The definition of dominance on the ground of results meets at the outset with a difficulty the germ of which is observable in Mendel's cautious statement "ganz oder fast unverändert." Even Mendel observed that the hybrids between white-flowered and purple-red flowered peas have flowers less intensely colored than the darker parent. The experiments of the last seven years have shown that the "dominant" character is often very greatly changed—indeed, in extreme cases a blending of characters may occur—in the first generation. Correns (1900 b, p. 110) very early stated that in a certain set of crosses between good species the hybrids showed the character of both parents, only reduced, but in varying degrees. Bateson and Saunders (1902, p. 23) found in crossing two forms of Datura that—

Although the offspring resulting from a cross between any two of the forms employed are usually indistinguishable from the type which is dominant as regards the particular character crossed, yet in other cases the intensity of a dominant character may be more or less diminished either in particular individuals or in particular parts of one individual. In Tatula-Stramonium cross-breds the corolla is often paler in color than that of the dominant parent (as has already been noticed by Naudin), but even in the palest specimens the deep blue color of the unopened anthers leaves no doubt as to the presence of the dominant color element. * * * The occurrence of intermediate forms was also occasionally noticeable in the fruits. Among the large number of capsules examined, there were some of the mosaic type, in which part of the capsule was prickly and the remainder smooth, while others, suggesting a blend, were more or less prickly all over, but the prickles were much reduced in size, and often formed mere tubercles.

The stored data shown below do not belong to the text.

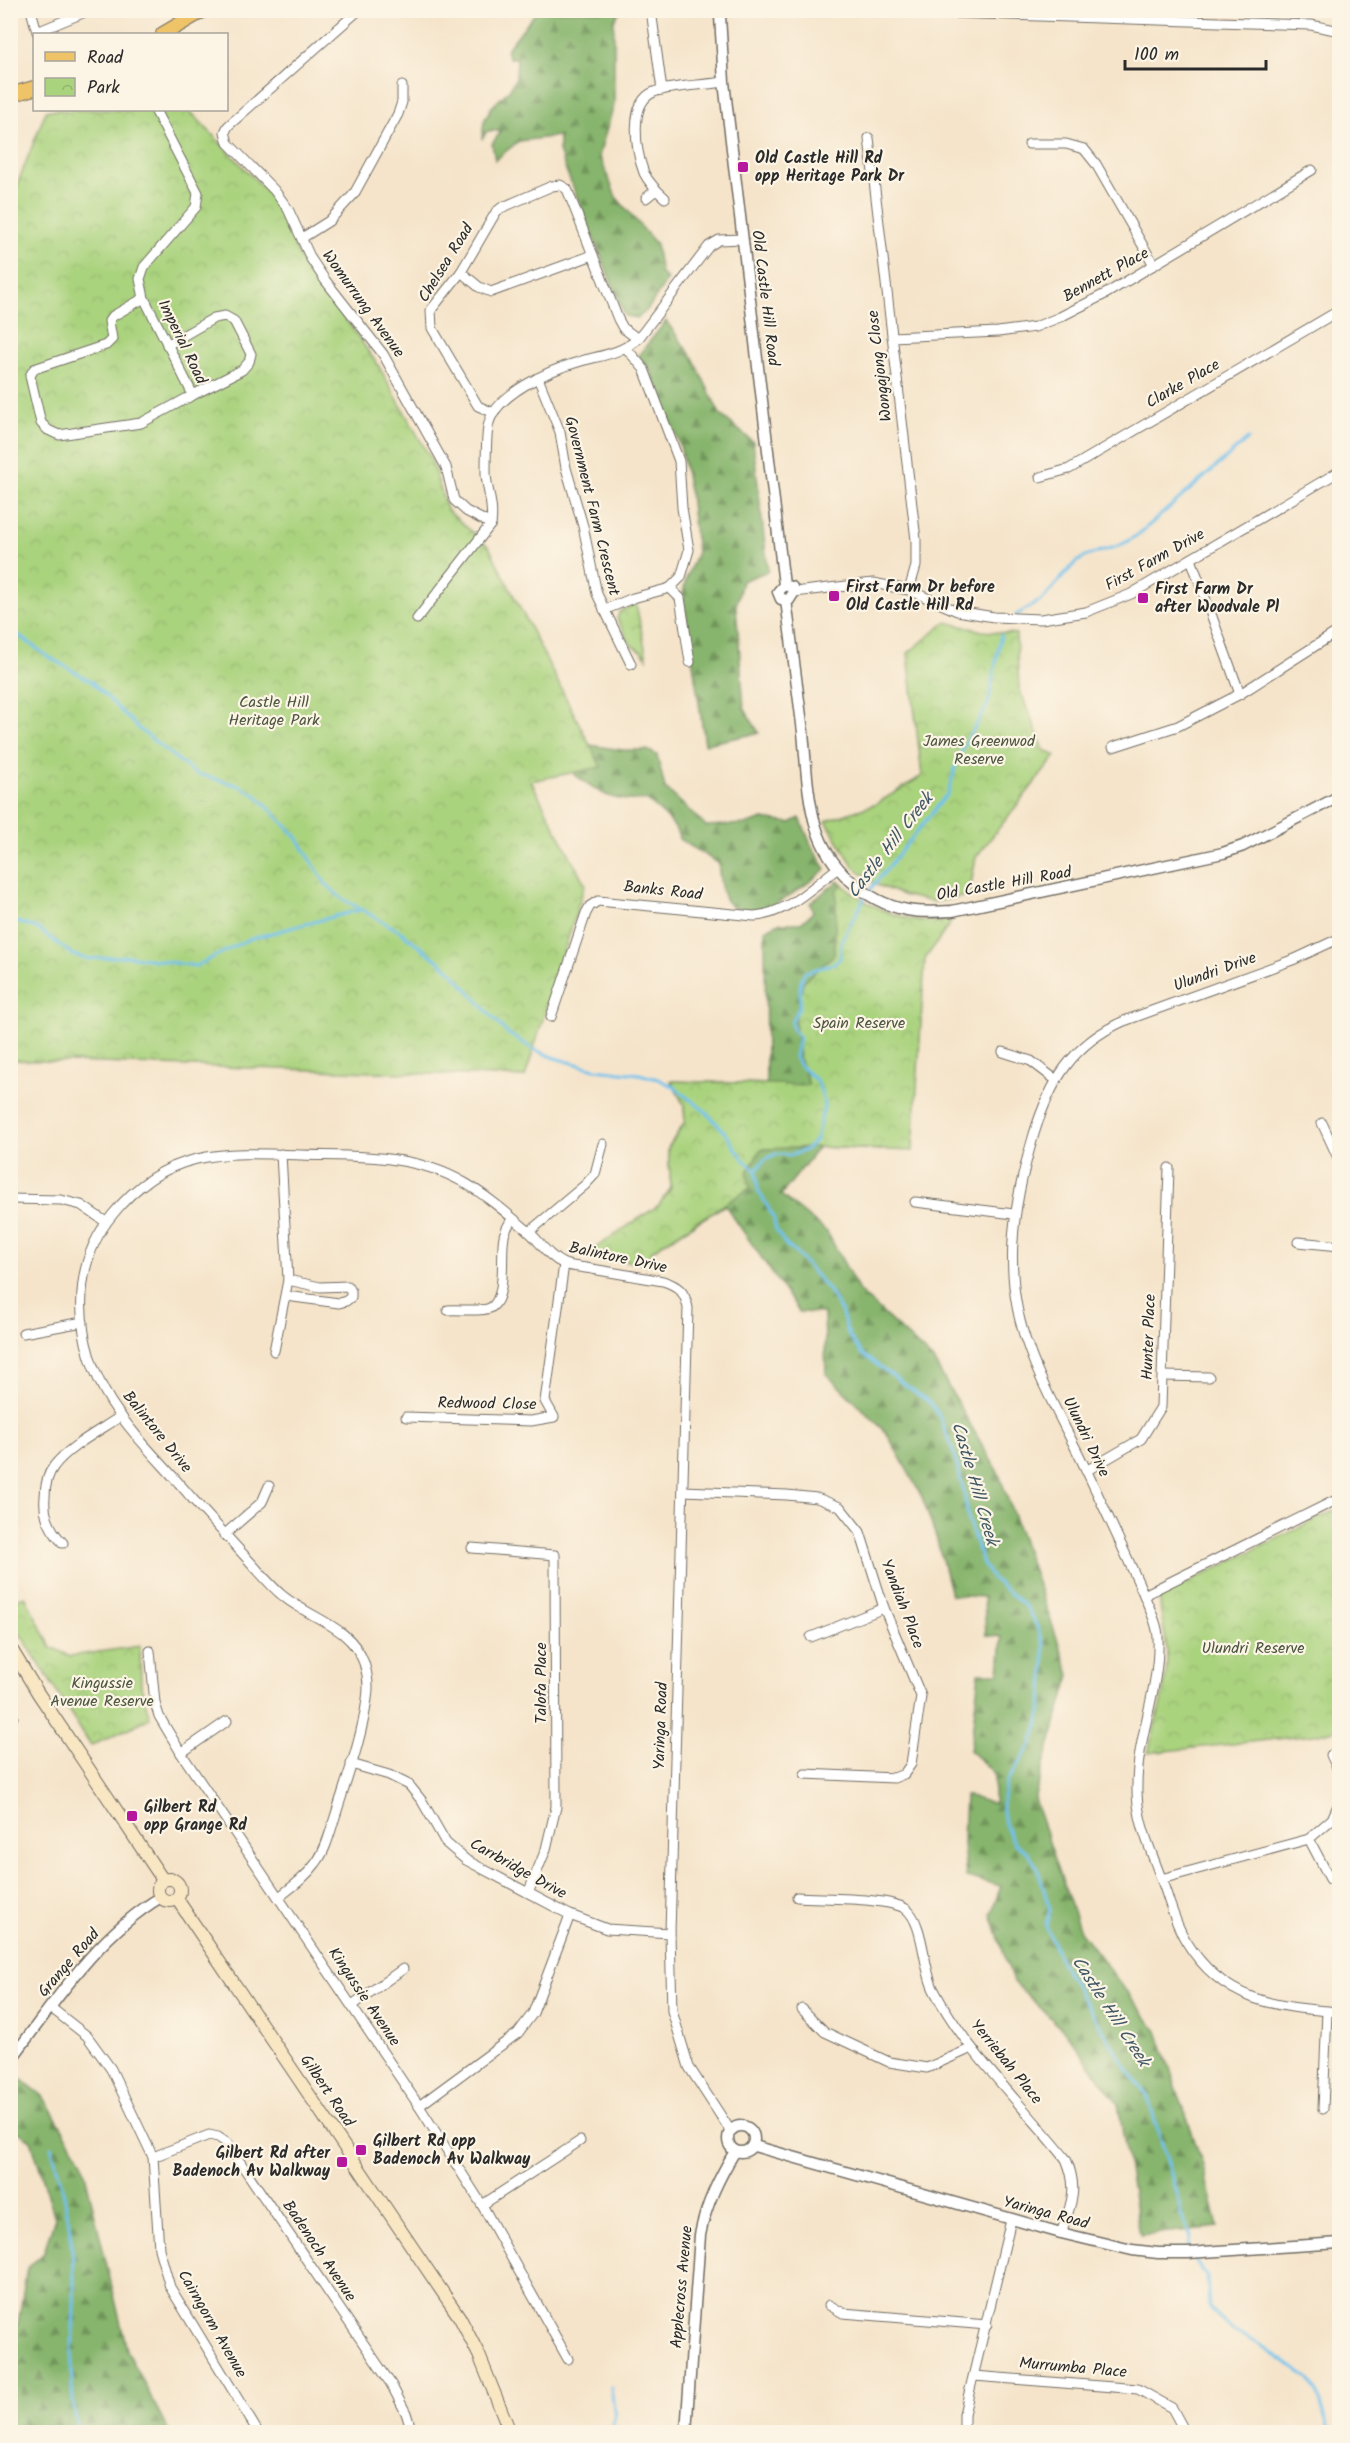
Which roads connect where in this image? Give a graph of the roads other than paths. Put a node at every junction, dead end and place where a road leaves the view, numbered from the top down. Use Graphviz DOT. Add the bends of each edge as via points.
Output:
graph roads {
  1 [pos="31,10"];
  2 [pos="90,10"];
  3 [pos="204,10"];
  4 [pos="359,10"];
  5 [pos="651,10"];
  6 [pos="858,10"];
  7 [pos="1231,10"];
  8 [pos="721,12"];
  9 [pos="1231,22"];
  10 [pos="1340,31"];
  11 [pos="166,33"];
  12 [pos="724,82"];
  13 [pos="402,86"];
  14 [pos="33,88"];
  15 [pos="662,90"];
  16 [pos="10,95"];
  17 [pos="156,111"];
  18 [pos="869,138"];
  19 [pos="1029,144"];
  20 [pos="1312,170"];
  21 [pos="656,190"];
  22 [pos="646,198"];
  23 [pos="664,198"];
  24 [pos="302,238"];
  25 [pos="742,239"];
  26 [pos="592,255"];
  27 [pos="1154,265"];
  28 [pos="461,272"];
  29 [pos="144,298"];
  30 [pos="1340,310"];
  31 [pos="891,337"];
  32 [pos="638,339"];
  33 [pos="167,345"];
  34 [pos="626,348"];
  35 [pos="538,378"];
  36 [pos="193,395"];
  37 [pos="494,413"];
  38 [pos="1340,471"];
  39 [pos="1040,477"];
  40 [pos="491,524"];
  41 [pos="1191,559"];
  42 [pos="670,588"];
  43 [pos="909,590"];
  44 [pos="790,596"];
  45 [pos="604,610"];
  46 [pos="417,620"];
  47 [pos="1340,630"];
  48 [pos="690,662"];
  49 [pos="631,664"];
  50 [pos="1240,694"];
  51 [pos="1113,747"];
  52 [pos="1340,796"];
  53 [pos="838,868"];
  54 [pos="1340,938"];
  55 [pos="551,1017"];
  56 [pos="1003,1052"];
  57 [pos="1056,1080"];
  58 [pos="1322,1123"];
  59 [pos="603,1144"];
  60 [pos="281,1154"];
  61 [pos="1340,1162"];
  62 [pos="1169,1168"];
  63 [pos="10,1199"];
  64 [pos="915,1202"];
  65 [pos="1014,1214"];
  66 [pos="512,1219"];
  67 [pos="106,1222"];
  68 [pos="529,1232"];
  69 [pos="1298,1242"];
  70 [pos="1340,1246"];
  71 [pos="564,1264"];
  72 [pos="288,1280"];
  73 [pos="285,1296"];
  74 [pos="688,1308"];
  75 [pos="448,1310"];
  76 [pos="83,1322"];
  77 [pos="23,1333"];
  78 [pos="274,1351"];
  79 [pos="1163,1376"];
  80 [pos="1209,1377"];
  81 [pos="121,1416"];
  82 [pos="406,1417"];
  83 [pos="1086,1471"];
  84 [pos="269,1486"];
  85 [pos="683,1491"];
  86 [pos="1340,1498"];
  87 [pos="224,1535"];
  88 [pos="63,1542"];
  89 [pos="472,1548"];
  90 [pos="1144,1595"];
  91 [pos="884,1608"];
  92 [pos="811,1637"];
  93 [pos="10,1647"];
  94 [pos="150,1651"];
  95 [pos="227,1721"];
  96 [pos="181,1753"];
  97 [pos="1330,1755"];
  98 [pos="351,1764"];
  99 [pos="805,1774"];
  100 [pos="1340,1774"];
  101 [pos="1340,1801"];
  102 [pos="1309,1839"];
  103 [pos="1161,1879"];
  104 [pos="1330,1879"];
  105 [pos="163,1880"];
  106 [pos="529,1891"];
  107 [pos="161,1897"];
  108 [pos="279,1897"];
  109 [pos="797,1897"];
  110 [pos="177,1899"];
  111 [pos="570,1915"];
  112 [pos="670,1933"];
  113 [pos="403,1968"];
  114 [pos="351,2005"];
  115 [pos="50,2007"];
  116 [pos="802,2009"];
  117 [pos="1328,2011"];
  118 [pos="1340,2012"];
  119 [pos="972,2048"];
  120 [pos="12,2055"];
  121 [pos="419,2106"];
  122 [pos="1323,2109"];
  123 [pos="730,2130"];
  124 [pos="580,2141"];
  125 [pos="754,2146"];
  126 [pos="735,2151"];
  127 [pos="153,2157"];
  128 [pos="482,2205"];
  129 [pos="1011,2220"];
  130 [pos="1061,2234"];
  131 [pos="1340,2243"];
  132 [pos="830,2305"];
  133 [pos="987,2325"];
  134 [pos="568,2359"];
  135 [pos="974,2376"];
  136 [pos="258,2433"];
  137 [pos="412,2433"];
  138 [pos="510,2433"];
  139 [pos="686,2433"];
  140 [pos="964,2433"];
  141 [pos="1185,2433"];
  1 -- 2 [label="street" via="37,32"];
  3 -- 11 [label="main road"];
  4 -- 24 [label="street, Womurrung Avenue" via="225,132 228,143 288,209"];
  5 -- 15 [label="street"];
  6 -- 9 [label="street"];
  7 -- 9 [label="street"];
  8 -- 12 [label="street, Old Castle Hill Road"];
  9 -- 10 [label="street" via="1311,25"];
  12 -- 15 [label="street"];
  12 -- 25 [label="street, Old Castle Hill Road"];
  13 -- 24 [label="street" via="398,114 354,194 329,221"];
  14 -- 16 [label="main road"];
  15 -- 21 [label="street" via="644,98 636,126 644,172"];
  17 -- 29 [label="street, Imperial Road" via="198,193 196,207 144,267 140,279"];
  18 -- 31 [label="street, Wongajong Close"];
  19 -- 27 [label="street" via="1066,144 1084,149"];
  20 -- 27 [label="street, Bennett Place"];
  21 -- 22 [label="street"];
  21 -- 23 [label="street"];
  24 -- 40 [label="street, Womurrung Avenue" via="325,280 383,354 446,467 454,500"];
  25 -- 32 [label="street" via="719,240 709,246"];
  25 -- 44 [label="street, Old Castle Hill Road" via="784,585 792,587"];
  26 -- 28 [label="street" via="491,292"];
  26 -- 28 [label="street, Chelsea Road" via="569,191 556,185 496,212"];
  26 -- 32 [label="street, Chelsea Road" via="621,324"];
  27 -- 31 [label="street, Bennett Place" via="1035,327"];
  28 -- 37 [label="street, Chelsea Road" via="436,302 430,321 478,406"];
  29 -- 33 [label="street, Imperial Road"];
  29 -- 36 [label="street, Imperial Road" via="113,316 112,339 106,345 34,369 30,376 41,423 59,435 141,423"];
  30 -- 39 [label="street, Clarke Place" via="1069,469"];
  31 -- 43 [label="street, Wongajong Close" via="917,553"];
  32 -- 34 [label="street"];
  33 -- 36 [label="street, Imperial Road"];
  33 -- 36 [label="street" via="214,318 225,316 234,321 251,354 249,362 242,370"];
  34 -- 35 [label="street"];
  34 -- 42 [label="street" via="644,369 679,461 681,508 689,550 681,577"];
  35 -- 37 [label="street" via="500,404"];
  35 -- 45 [label="street, Government Farm Crescent" via="560,432"];
  37 -- 40 [label="street" via="488,426 486,475 494,509"];
  38 -- 41 [label="street, First Farm Drive"];
  40 -- 46 [label="street"];
  41 -- 43 [label="street, First Farm Drive" via="1115,602 1054,618 975,614 944,606"];
  41 -- 50 [label="street"];
  42 -- 45 [label="street, Government Farm Crescent"];
  42 -- 48 [label="street" via="680,598"];
  43 -- 44 [label="street, First Farm Drive" via="864,584"];
  44 -- 53 [label="street, Old Castle Hill Road" via="816,828"];
  45 -- 49 [label="street"];
  47 -- 50 [label="street"];
  50 -- 51 [label="street" via="1178,726"];
  52 -- 53 [label="street, Old Castle Hill Road" via="1223,854 952,911 916,911 883,902 850,881"];
  53 -- 55 [label="street, Banks Road" via="784,910 766,915 598,901 586,914"];
  54 -- 57 [label="street, Ulundri Drive" via="1295,959 1114,1026 1083,1047"];
  56 -- 57 [label="street" via="1031,1061"];
  57 -- 65 [label="street, Ulundri Drive" via="1041,1112"];
  58 -- 61 [label="street"];
  59 -- 68 [label="street" via="590,1180"];
  60 -- 66 [label="street, Balintore Drive" via="396,1160 446,1172 464,1180"];
  60 -- 67 [label="street, Balintore Drive" via="230,1153 189,1160 156,1174 125,1198"];
  60 -- 72 [label="street"];
  62 -- 79 [label="street, Hunter Place"];
  63 -- 67 [label="street" via="61,1200 81,1205"];
  64 -- 65 [label="street"];
  65 -- 83 [label="street, Ulundri Drive" via="1013,1276 1023,1332 1038,1373"];
  66 -- 68 [label="street, Balintore Drive"];
  66 -- 75 [label="street" via="504,1235 497,1300 483,1310"];
  67 -- 76 [label="street, Balintore Drive" via="88,1257 82,1280"];
  68 -- 71 [label="street, Balintore Drive"];
  69 -- 70 [label="street"];
  71 -- 74 [label="street, Balintore Drive" via="676,1285 685,1295"];
  71 -- 82 [label="street, Redwood Close" via="545,1401 554,1417 531,1421"];
  72 -- 73 [label="street"];
  72 -- 73 [label="street" via="320,1287 348,1286 351,1297 339,1303"];
  73 -- 78 [label="street"];
  74 -- 85 [label="street, Yaringa Road"];
  76 -- 77 [label="street"];
  76 -- 81 [label="street, Balintore Drive" via="93,1365"];
  79 -- 80 [label="street"];
  79 -- 83 [label="street, Hunter Place" via="1161,1407 1141,1438"];
  81 -- 87 [label="street, Balintore Drive"];
  81 -- 88 [label="street" via="53,1467 46,1483 44,1507 50,1527"];
  83 -- 90 [label="street, Ulundri Drive"];
  84 -- 87 [label="street" via="262,1502"];
  85 -- 91 [label="street, Yandiah Place" via="817,1498 840,1507 860,1532"];
  85 -- 112 [label="street, Yaringa Road"];
  86 -- 90 [label="street"];
  87 -- 98 [label="street, Balintore Drive" via="281,1595 348,1636 359,1652 369,1683"];
  89 -- 106 [label="street, Talofa Place" via="555,1555 556,1807 546,1850"];
  90 -- 103 [label="street, Ulundri Drive" via="1158,1636 1155,1684 1139,1760 1138,1811"];
  91 -- 92 [label="street"];
  91 -- 99 [label="street, Yandiah Place" via="921,1696 911,1764 904,1774 894,1778"];
  93 -- 105 [label="main road"];
  94 -- 96 [label="street, Kingussie Avenue" via="155,1704"];
  95 -- 96 [label="street"];
  96 -- 108 [label="street, Kingussie Avenue"];
  97 -- 100 [label="street"];
  98 -- 106 [label="street, Carrbridge Drive" via="389,1774 409,1785 446,1843 466,1860"];
  98 -- 108 [label="street, Balintore Drive" via="318,1862"];
  101 -- 102 [label="street" via="1332,1819"];
  102 -- 103 [label="street"];
  102 -- 104 [label="street"];
  103 -- 117 [label="street, Ulundri Drive" via="1185,1940 1209,1971 1246,1996 1265,2003"];
  105 -- 107 [label="main road" via="158,1887"];
  105 -- 110 [label="main road" via="172,1879 179,1884"];
  106 -- 111 [label="street, Carrbridge Drive"];
  107 -- 110 [label="main road" via="167,1901"];
  107 -- 115 [label="street, Grange Road" via="120,1927"];
  108 -- 114 [label="street, Kingussie Avenue"];
  109 -- 119 [label="street, Yerriebah Place" via="891,1902 907,1910 915,1921 933,1989"];
  110 -- 138 [label="main road, Gilbert Road" via="460,2318"];
  111 -- 112 [label="street, Carrbridge Drive" via="607,1929"];
  111 -- 121 [label="street" via="533,2013 523,2026"];
  112 -- 123 [label="street, Yaringa Road" via="672,2011 689,2067"];
  113 -- 114 [label="street"];
  114 -- 121 [label="street, Kingussie Avenue"];
  115 -- 120 [label="street, Grange Road"];
  115 -- 127 [label="street, Cairngorm Avenue" via="87,2036 105,2058"];
  116 -- 119 [label="street" via="825,2032 889,2062 927,2068"];
  117 -- 118 [label="street, Ulundri Drive"];
  117 -- 122 [label="street"];
  119 -- 130 [label="street, Yerriebah Place" via="1066,2159 1073,2175 1074,2197"];
  121 -- 128 [label="street, Kingussie Avenue"];
  123 -- 125 [label="street" via="744,2126 753,2132"];
  123 -- 126 [label="street" via="729,2146"];
  124 -- 128 [label="street"];
  125 -- 126 [label="street" via="749,2151"];
  125 -- 129 [label="street, Yaringa Road"];
  126 -- 139 [label="street, Applecross Avenue" via="718,2180 700,2235"];
  127 -- 136 [label="street, Cairngorm Avenue" via="159,2248 170,2287"];
  127 -- 137 [label="street, Badenoch Avenue" via="209,2135 227,2143 392,2384"];
  128 -- 134 [label="street, Kingussie Avenue"];
  129 -- 130 [label="street, Yaringa Road"];
  129 -- 133 [label="street"];
  130 -- 131 [label="street, Yaringa Road" via="1158,2253"];
  132 -- 133 [label="street" via="843,2313"];
  133 -- 135 [label="street"];
  135 -- 140 [label="street" via="964,2414"];
  135 -- 141 [label="street, Murrumba Place" via="1138,2389 1172,2408"];
}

Bateson and Saunders further showed (1902, p. 123) that in the case of comb and extra-toe in poultry "the cross-bred may show some blending and * * * the intensity of the dominant character is often considerably reduced."

Correns (1905, p. 9) pointed out that there was known, even at that time, a complete series of cases at one extreme of which one determiner completely hindered the appearance of the other, while at the opposite end of the series the hybrid showed an intermediate condition, both determiners appearing with equal strength.

The following year, in my first report on Inheritance in Poultry, I laid great stress on the imperfection of dominance, and this phenomenon has become more striking and clear in the subsequent years, until in the present paper it is recognized as the key to the explanation of many apparently anomalous types of heredity.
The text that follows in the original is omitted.